PA dropping certain MSSQL EXEC statements for no apparent reason

cancel
Showing results for 
Show  only  | Search instead for 
Did you mean: 
Announcements
Please sign in to see details of an important advisory in our Customer Advisories area.

PA dropping certain MSSQL EXEC statements for no apparent reason

L6 Presenter

Having a weird issue with a remote client connection to over VPN to multiple internal MSSQL servers. A particular SQL EXEC query packet is getting dropped in the middle of an SQL session. Security ruleset allows the communication under a VPN to TRUST mssql-db-unencrypted rule (made a separate test rule with explicit any/any allows and no filtering as well). No packet decryption between source and destination. Session connects, passes multiple queries/responses, and then times out/resets on the client side when the packet drops happens.

 

Security logs show traffic allowed thru expected rules with no problems, no alerts, not decrypted. No relevant threat logs. Packet dumps on the PA show the client making multiple SQL queries and the server responding, then the client makes a EXEC command and repeats it multiple times before timing out/resetting. Packet dumps from the core router behind the PA show the multiple queries/responses, but not the final EXEC query, the PA has dropped the packet without indicating why. Anyone seen this? Anywhere else to look for errors?

 

  --> client login

  <-- server response

  --> SET LOCK_TIMEOUT 10000

  <-- done

  --> select SERVERPROPERTY(N'servername')

  <-- done

[ multiple declaration and select statements back and forth to server getting ready for scripted job ]

  --> exec msbd.sp_help_job @job_id='<GUID>'

  <-- done

  --> EXEC msdb.sp_start_job @job_id=N'<GUID>'

[ no response from server - internal packet dump shows this packet never passed by the PA ]

  --> [ multiple retransmissions ]

[ no response from server - internal packet dump shows these packet never passed by the PA ]

  -> TCP RST

 

13 REPLIES 13

Cyber Elite
Cyber Elite

@Adrian_Jensen,

Just to rule out L7 processing, I'd make an application-override to a custom app-id just to kill off any and all inspection through the firewall. Then have them run it again with all profiles disabled on a test rule for the traffic and see if that doesn't allow the traffic to pass without issue. 

Hi @Adrian_Jensen ,

Have you checked global counters with packet filters matching only this specific session?

 

Created a custom app override and applied to security rule, no security profiles (already had tried this as well). Sessions show up in CLI during test in custom app. Traffic logs show session start and end in expected rule with application identified as the override. Packet dumps still show missing exec start job MSSQL/TDS packet from client to server behind the PA...

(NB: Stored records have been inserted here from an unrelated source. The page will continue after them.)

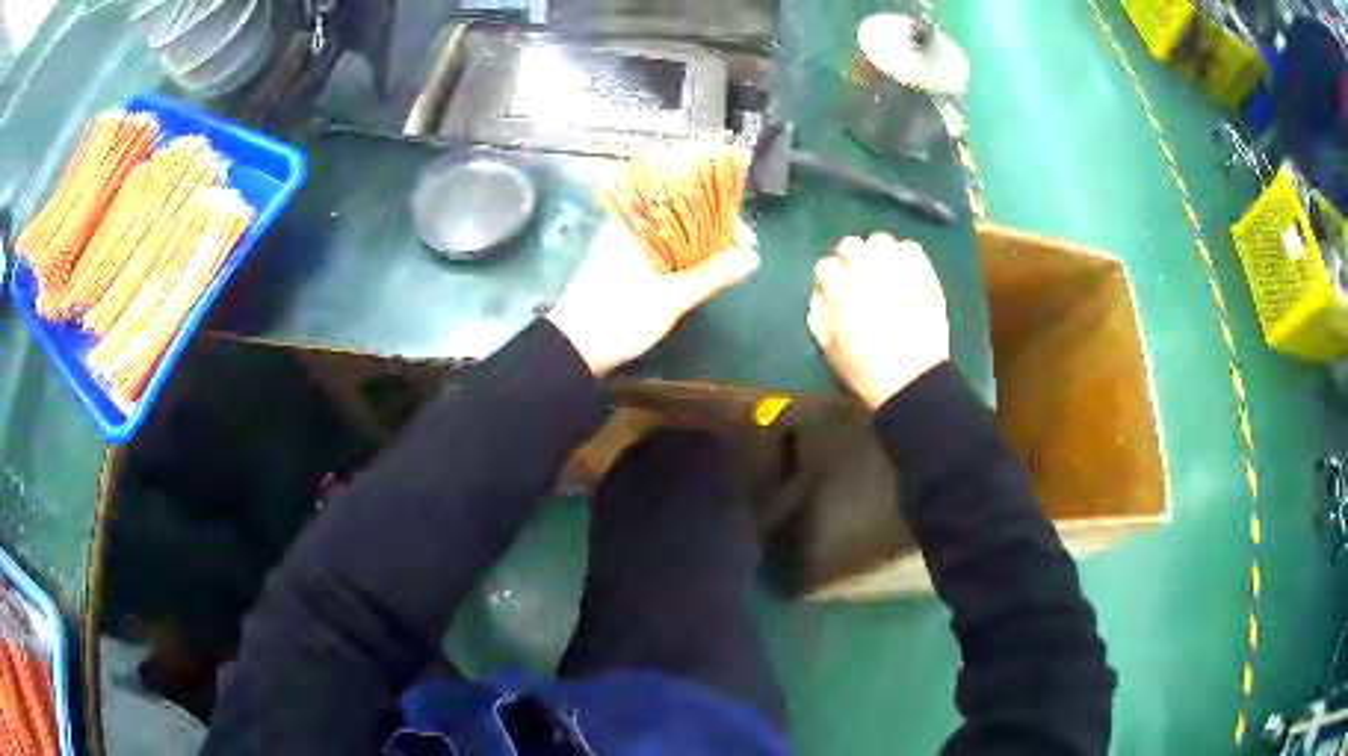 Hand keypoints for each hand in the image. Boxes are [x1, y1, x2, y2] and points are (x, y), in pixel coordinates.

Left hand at [548, 219, 759, 375]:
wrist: (572, 349)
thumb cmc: (620, 317)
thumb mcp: (672, 297)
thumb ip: (713, 274)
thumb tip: (752, 257)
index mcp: (638, 222)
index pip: (690, 200)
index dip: (724, 217)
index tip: (747, 242)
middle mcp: (631, 226)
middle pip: (684, 216)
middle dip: (716, 234)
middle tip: (740, 258)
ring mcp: (626, 245)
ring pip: (674, 236)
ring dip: (702, 248)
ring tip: (726, 268)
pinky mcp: (623, 265)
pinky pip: (662, 251)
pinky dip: (684, 259)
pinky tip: (700, 275)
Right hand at [808, 234, 949, 409]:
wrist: (913, 380)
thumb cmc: (864, 369)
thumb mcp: (828, 347)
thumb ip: (818, 314)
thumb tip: (821, 295)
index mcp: (841, 287)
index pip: (824, 267)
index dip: (826, 282)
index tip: (832, 295)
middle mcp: (867, 267)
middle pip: (850, 245)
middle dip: (848, 260)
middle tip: (855, 281)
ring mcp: (898, 266)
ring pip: (880, 241)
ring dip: (876, 255)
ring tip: (881, 273)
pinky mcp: (923, 272)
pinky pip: (910, 248)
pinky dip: (903, 257)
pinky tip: (903, 274) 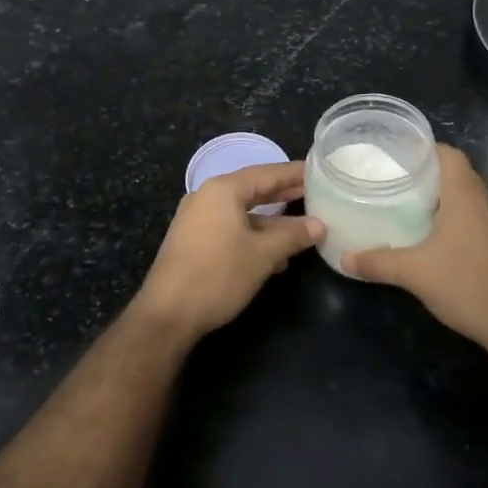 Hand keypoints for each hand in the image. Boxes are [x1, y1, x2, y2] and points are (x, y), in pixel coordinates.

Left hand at [131, 161, 323, 337]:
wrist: (167, 314)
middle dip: (284, 194)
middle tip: (315, 193)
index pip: (267, 173)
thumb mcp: (263, 255)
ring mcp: (197, 219)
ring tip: (303, 227)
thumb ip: (293, 235)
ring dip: (272, 221)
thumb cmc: (218, 275)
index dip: (294, 173)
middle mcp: (207, 197)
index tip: (319, 172)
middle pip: (253, 189)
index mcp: (223, 190)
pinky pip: (231, 228)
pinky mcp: (194, 241)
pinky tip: (276, 255)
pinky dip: (254, 235)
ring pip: (243, 212)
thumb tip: (319, 225)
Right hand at [343, 145, 487, 357]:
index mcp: (465, 194)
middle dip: (424, 172)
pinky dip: (449, 216)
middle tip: (390, 179)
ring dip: (437, 196)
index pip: (447, 153)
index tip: (393, 156)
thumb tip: (343, 258)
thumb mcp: (413, 272)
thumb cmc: (466, 284)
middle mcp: (483, 200)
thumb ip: (377, 262)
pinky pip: (470, 215)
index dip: (422, 149)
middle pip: (454, 172)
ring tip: (403, 202)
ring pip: (463, 195)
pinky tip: (427, 234)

I'm not quite sure I understand what you mean by checking global counters. Do you mean the traffic log packet counters vs actual packets in the traffic dumps?

 

From the traffic logs:

2022-06-07_101819.png

 

PA packet capture, from port 54840 to server:

    - 41 packets from client (including packet that goes missing, 6 retransmissions, and TCP RST)

    - 27 packets from server.

 

Internal router packet capture, from port 54840 to server: 

    - 33 packets from client (missing final exec job start, 6 retransmissions, TCP RST)

    - 38 packets from server (10 TCP keepalives because the server never got the ACK that should have come in the missing packet and a TCP RST do to no ACK responses)

 

PA packet capture, from port 54843 to server:

    - 16 packets from client (including packet that goes missing, 6 retransmissions, and TCP RST)

    - 6 packets from server.

 

Internal router packet capture, from port 54843 to server:

    - 8 packets  (missing final exec job start packet, 6 retransmissions, TCP RST)

    - 17 packets from server (10 TCP keepalives and a TCP RST)

 

PA seems to drop the exec job start packet and all subsequent traffic in the session (though the session still seem to be active in the CLI).

Community Team Member

NGFW 

LIVEcommunity team member
Stay Secure,
Jay
Don't forget to Like items if a post is helpful to you!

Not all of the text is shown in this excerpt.